Straightforward Synthesis of C 2 ‐Symmetric Ansaranes: Potential 3‐D Structures to Mimic Naphthalene
Lisenn Doré, Lauriane Avelino, Fabienne Fache, Olivier PivaABSTRACT
A library of compounds possessing a rare 3‐D pentacyclic skeleton known as ansarane has been prepared in high yields and only 3 steps. The sequence required at first the oxidation of salicylic alcohol with sodium periodate to deliver a spiroepoxyhexadienone, which spontaneously underwent, even at low temperature, a dimerization through a [4+2] cycloaddition. The trimeric adduct obtained in 86% was next irradiated at 350 nm to quantitatively furnish an ansarane.
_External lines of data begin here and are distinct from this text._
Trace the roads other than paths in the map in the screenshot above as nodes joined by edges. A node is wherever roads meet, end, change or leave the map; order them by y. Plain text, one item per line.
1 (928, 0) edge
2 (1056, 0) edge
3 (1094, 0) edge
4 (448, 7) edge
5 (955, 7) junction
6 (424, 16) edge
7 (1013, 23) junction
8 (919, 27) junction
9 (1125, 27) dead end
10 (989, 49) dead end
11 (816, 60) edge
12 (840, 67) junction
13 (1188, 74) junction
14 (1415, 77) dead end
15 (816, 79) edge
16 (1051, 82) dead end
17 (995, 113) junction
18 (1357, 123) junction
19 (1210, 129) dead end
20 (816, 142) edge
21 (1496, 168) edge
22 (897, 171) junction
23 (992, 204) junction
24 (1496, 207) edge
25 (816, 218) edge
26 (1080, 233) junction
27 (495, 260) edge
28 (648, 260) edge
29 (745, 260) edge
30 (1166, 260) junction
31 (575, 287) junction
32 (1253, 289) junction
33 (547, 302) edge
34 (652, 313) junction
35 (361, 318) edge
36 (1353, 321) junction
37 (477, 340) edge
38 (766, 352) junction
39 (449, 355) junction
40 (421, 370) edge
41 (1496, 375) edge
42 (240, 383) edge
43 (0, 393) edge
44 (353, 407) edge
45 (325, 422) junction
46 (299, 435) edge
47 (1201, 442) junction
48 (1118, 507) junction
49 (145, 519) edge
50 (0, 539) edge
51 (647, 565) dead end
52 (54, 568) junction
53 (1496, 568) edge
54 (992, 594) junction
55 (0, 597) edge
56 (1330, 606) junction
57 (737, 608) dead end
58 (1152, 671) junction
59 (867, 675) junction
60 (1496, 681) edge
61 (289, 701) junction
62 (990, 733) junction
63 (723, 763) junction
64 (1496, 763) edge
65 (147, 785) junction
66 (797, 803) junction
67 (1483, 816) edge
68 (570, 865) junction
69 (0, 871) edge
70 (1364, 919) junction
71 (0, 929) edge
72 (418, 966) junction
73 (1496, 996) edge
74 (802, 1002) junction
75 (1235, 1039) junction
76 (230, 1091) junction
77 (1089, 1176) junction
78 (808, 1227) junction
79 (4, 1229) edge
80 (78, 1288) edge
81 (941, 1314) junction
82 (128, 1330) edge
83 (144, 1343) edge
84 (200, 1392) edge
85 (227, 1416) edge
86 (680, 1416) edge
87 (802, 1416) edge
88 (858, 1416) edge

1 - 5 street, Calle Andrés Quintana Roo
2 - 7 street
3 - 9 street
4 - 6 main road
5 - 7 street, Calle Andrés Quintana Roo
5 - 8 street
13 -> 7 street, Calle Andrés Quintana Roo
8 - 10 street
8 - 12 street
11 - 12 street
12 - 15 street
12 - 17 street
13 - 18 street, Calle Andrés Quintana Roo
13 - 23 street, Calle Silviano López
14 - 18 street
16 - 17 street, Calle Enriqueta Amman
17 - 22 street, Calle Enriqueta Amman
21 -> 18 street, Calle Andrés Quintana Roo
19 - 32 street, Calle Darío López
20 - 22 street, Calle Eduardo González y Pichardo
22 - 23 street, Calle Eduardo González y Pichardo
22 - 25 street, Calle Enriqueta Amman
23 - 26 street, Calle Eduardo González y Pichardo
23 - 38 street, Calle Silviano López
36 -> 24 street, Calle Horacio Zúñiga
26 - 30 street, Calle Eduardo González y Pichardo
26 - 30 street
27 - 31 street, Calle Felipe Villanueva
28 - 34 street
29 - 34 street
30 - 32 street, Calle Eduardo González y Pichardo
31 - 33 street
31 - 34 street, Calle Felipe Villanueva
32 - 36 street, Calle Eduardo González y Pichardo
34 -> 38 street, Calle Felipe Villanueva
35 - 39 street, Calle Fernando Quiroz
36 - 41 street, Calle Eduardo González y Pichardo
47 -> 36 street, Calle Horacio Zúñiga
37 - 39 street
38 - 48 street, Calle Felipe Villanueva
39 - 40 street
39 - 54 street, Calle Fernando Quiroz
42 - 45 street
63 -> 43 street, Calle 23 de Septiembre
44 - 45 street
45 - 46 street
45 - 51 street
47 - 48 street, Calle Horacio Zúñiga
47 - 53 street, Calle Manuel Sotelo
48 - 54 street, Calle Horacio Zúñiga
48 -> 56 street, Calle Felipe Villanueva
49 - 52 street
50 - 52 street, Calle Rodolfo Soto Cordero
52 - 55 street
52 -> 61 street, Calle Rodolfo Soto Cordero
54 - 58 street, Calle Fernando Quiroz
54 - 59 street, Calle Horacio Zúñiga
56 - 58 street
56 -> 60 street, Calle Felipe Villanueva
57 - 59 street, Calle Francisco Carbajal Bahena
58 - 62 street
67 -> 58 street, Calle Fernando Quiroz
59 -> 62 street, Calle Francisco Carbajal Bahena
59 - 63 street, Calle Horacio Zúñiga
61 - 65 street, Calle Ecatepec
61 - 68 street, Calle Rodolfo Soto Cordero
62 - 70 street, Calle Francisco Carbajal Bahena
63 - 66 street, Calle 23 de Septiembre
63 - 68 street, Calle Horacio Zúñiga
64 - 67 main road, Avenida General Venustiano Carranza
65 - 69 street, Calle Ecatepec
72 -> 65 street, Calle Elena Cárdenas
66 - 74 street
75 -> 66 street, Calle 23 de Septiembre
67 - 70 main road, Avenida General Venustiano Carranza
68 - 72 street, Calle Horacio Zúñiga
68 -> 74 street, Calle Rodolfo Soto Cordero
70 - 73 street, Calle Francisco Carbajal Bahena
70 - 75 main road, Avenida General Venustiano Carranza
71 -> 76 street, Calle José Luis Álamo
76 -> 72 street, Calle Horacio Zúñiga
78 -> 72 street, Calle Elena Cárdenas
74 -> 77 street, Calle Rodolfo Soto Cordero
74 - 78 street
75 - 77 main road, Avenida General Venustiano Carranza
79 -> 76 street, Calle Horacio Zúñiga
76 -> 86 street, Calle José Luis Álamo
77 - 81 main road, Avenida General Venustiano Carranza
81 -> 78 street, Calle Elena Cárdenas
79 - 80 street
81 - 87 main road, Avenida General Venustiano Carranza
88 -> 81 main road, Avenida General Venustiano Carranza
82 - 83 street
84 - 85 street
The C 2 symmetry of the molecule and the presence of two different electrophilic centers allowed a bidirectional approach through the regioselective ring‐opening of the two epoxides by various nucleophiles (halogen, chalcogen, azido,…), or the olefination of the two keto groups. In parallel, the cyclic analogues of grandifloracin and grandifloridins, compounds reported for their biological properties against pancreatic cell lines, has been also prepared by a parent sequence. Finally, and on the basis of x‐ray diffraction analysis, the 3D can be considered as a bioisostere of the naphthyl group.